Diplomats and UN officials have stated “it is common knowledge in the industry that PMSCs pre-emptively attack – perhaps even kill – anyone they perceive as a threat.” And PMSCs “Do not have any consequences for their actions”. PMSC representatives claim this is because of their contractual obligations to shipping companies to maintain secrecy on operational activities. However, the master of the vessel has the responsibility to report any potential crimes and private companies do not have an incentive to report issues that may bring about criminal charges to their contractors. Furthermore, flags of convenience make it unclear who the shipmaster should report to.

PMSCs have also faced criticism for acting as floating armouries. A UN report in 2012 found PMSCs to be holding 7000 weapons and had begun leasing them, their ammunitions and security equipment to private bodies.
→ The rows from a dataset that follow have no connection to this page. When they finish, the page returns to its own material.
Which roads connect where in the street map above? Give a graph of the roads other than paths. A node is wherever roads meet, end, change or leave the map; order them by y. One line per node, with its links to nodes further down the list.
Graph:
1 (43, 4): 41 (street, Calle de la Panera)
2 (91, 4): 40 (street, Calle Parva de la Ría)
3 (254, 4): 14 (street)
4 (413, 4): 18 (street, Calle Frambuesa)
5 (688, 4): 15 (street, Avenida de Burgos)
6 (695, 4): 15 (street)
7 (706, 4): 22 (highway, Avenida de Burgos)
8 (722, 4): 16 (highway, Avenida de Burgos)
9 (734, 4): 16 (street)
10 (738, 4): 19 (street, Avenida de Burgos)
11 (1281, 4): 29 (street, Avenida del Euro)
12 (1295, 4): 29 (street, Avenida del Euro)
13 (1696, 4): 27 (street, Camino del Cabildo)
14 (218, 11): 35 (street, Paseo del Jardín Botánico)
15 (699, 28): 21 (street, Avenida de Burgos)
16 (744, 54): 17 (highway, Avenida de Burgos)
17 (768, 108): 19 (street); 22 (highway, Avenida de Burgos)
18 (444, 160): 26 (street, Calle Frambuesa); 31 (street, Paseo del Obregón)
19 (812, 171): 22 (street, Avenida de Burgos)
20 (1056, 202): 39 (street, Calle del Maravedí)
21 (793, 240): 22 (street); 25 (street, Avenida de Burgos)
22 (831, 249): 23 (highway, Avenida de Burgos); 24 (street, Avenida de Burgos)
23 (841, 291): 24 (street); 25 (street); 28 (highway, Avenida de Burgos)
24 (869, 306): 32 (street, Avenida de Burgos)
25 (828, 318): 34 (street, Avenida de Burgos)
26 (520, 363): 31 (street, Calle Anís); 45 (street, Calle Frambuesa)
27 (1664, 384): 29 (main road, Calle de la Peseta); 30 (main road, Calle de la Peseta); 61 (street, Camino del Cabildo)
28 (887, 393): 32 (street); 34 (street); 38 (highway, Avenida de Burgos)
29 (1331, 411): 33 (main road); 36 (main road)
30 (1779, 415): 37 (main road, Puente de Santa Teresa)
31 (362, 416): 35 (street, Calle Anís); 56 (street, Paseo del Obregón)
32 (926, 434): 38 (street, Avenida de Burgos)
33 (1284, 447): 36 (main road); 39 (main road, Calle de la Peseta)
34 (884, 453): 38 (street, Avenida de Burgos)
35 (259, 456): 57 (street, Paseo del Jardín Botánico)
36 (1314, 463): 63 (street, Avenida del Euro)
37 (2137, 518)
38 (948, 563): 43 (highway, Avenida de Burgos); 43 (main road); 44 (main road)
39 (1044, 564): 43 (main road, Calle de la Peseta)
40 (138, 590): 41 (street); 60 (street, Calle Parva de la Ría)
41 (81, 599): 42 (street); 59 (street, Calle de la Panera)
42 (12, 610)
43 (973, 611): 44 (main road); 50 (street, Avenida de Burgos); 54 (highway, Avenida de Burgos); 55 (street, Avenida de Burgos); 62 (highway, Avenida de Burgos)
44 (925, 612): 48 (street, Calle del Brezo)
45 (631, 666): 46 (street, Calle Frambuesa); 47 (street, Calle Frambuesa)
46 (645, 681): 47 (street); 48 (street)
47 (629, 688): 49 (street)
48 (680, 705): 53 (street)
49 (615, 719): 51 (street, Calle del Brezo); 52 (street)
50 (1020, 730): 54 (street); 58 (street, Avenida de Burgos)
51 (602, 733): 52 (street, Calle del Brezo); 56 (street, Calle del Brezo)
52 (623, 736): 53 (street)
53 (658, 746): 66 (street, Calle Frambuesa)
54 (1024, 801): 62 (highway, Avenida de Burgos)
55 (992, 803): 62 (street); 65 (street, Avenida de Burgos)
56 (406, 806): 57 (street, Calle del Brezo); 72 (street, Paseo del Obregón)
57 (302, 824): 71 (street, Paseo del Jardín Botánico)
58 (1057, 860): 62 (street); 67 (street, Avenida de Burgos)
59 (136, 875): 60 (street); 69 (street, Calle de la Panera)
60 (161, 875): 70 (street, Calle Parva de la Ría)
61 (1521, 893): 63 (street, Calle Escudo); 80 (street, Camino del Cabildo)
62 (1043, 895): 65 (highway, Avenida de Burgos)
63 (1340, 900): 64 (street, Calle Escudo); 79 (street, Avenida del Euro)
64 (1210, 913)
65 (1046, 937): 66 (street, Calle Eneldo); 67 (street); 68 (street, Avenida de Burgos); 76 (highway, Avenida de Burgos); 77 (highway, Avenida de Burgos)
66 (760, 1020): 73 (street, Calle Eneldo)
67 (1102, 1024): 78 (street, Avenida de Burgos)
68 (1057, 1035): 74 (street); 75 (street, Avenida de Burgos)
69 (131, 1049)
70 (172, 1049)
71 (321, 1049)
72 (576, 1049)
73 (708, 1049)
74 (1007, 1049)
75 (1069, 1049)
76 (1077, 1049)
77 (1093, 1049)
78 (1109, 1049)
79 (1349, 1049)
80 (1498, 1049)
PMSCs have also been documented carrying state owned weapons in the EEZs of sovereign nations and throwing weapons overboard before entering ports. These “Floating Armouries” have been found to be both peaceful and aggressive. The IMO has been encouraged to pass more regulation on these phenomena to protect the security of coastal states that they inherently threaten

Due to the geographical nature of the sea and the land-based bureaucracies that govern PMSCs, it is very difficult to enforce any regulatory laws. Laws and guidelines are frequently overlooked due to the economic efficiency of PMSCs, and violations are not investigated due to social, legal and economic consequences that may result from uncovering abuses. (see Legal and policy issues for more detail)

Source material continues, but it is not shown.